Я прижалась ближе к его груди и обняла за пояс. Сердце у меня под щекой билось медленно и ровно, а грудная клетка так
же равномерно поднималась и опускалась на каждом вдохе, что я сама не заметила, как глаза стали закрываться, а на сознание накатила приятная дрема. Вывел меня из этого состояния тихий смешок Ольгерда. Я подняла голову и вопросительно помычала.
- Когда нибудь я точно сойду с ума от беспокойства, - тихо сказал мне Ольгерд, - Я тебя слишком люблю, а ты слишком любишь влипать в неприятности.
Да, неприятности я действительно люблю... Стоп. "Я тебя слишком люблю" - это он сказал? Или мне послышалось? Любит? Ольгерд? Меня?! Хотя я так удивляюсь,ькак будто мне об этом не говорили абсолютно ВСЕ. Я заглянула Ольгерду в глаза и в тот момент все решила.
К черту устав!
Я решительно ухватилась Ольгерда за воротник мундира, засталяя наклониться ко мне, и поцеловала. По настоящему. Его губы на ощупь оказались нереально мягкими, какими их в книжках описывают у девочек, и было совсем не мокро и противно, каа было у менч раньше.
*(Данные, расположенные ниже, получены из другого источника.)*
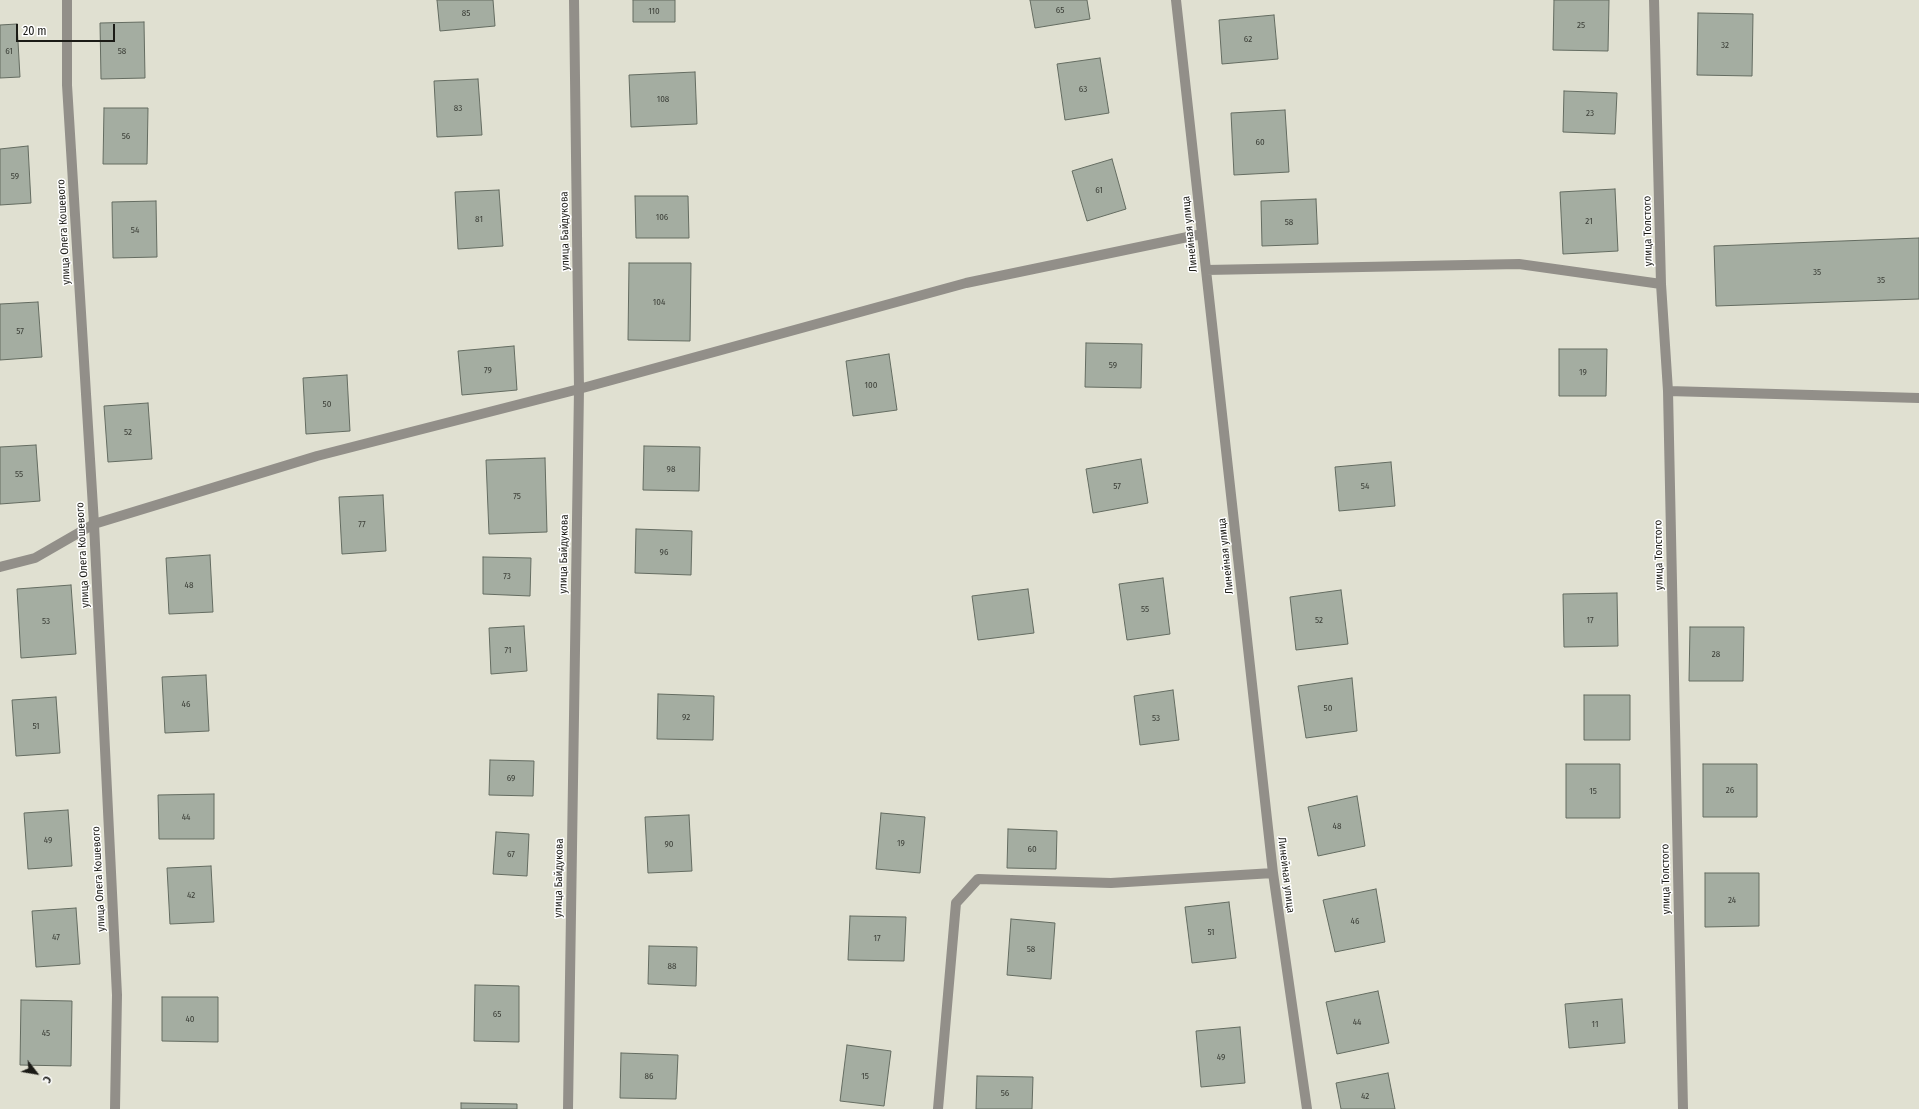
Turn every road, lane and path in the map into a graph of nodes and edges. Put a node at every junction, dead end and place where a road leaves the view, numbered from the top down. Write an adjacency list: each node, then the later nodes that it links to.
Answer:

Это было... нежно, чувственно. Ольгерд почти сразу перехватил инициативу, да я и не сопротивлялась, позволяя себе полностью отдаться этим губам и этим горячим рукам. Пожалуй, вот она высшая степень моей любви. Я доверяю. Я отпускаю контроль за ситуацией и позволяю кому то другому вести. И с Ольгердом мне не было страшно.
Когда кислород закончился, поцелуй пришлось разорвать, но никуда из объятий я сбегать не собиралась. Я только поправила чуть съехавший воротник мундира Ольгерда и с улыбкой спросила:
- Мне обязательно озвучивать, или ты сам догадаешься?
- А ты озвучь, - лукаво улыбнулся мне Ольгерд и заправил мне за ухо прядь волос, которая лезла мне а глаза.
Ну, с Богом.
- Я, - я показала пальцем на себя, - Тебя, - теперь на него. Ольгерд только с улыбкой наблюдал за мной, так и не выпустив из объятий, - Люблю.
Вот и все. Призналась.
Ольгерд нежно мне улыбнулся и снова коротко поцеловал. Я ответила, но углублять не стала. Интересно, у меня так голова кружится от эмоций, или от угарного газа?
Так я и заснула, сидя в объятиях Ольгерда, и в эту ночь я спала как никогда спокойно.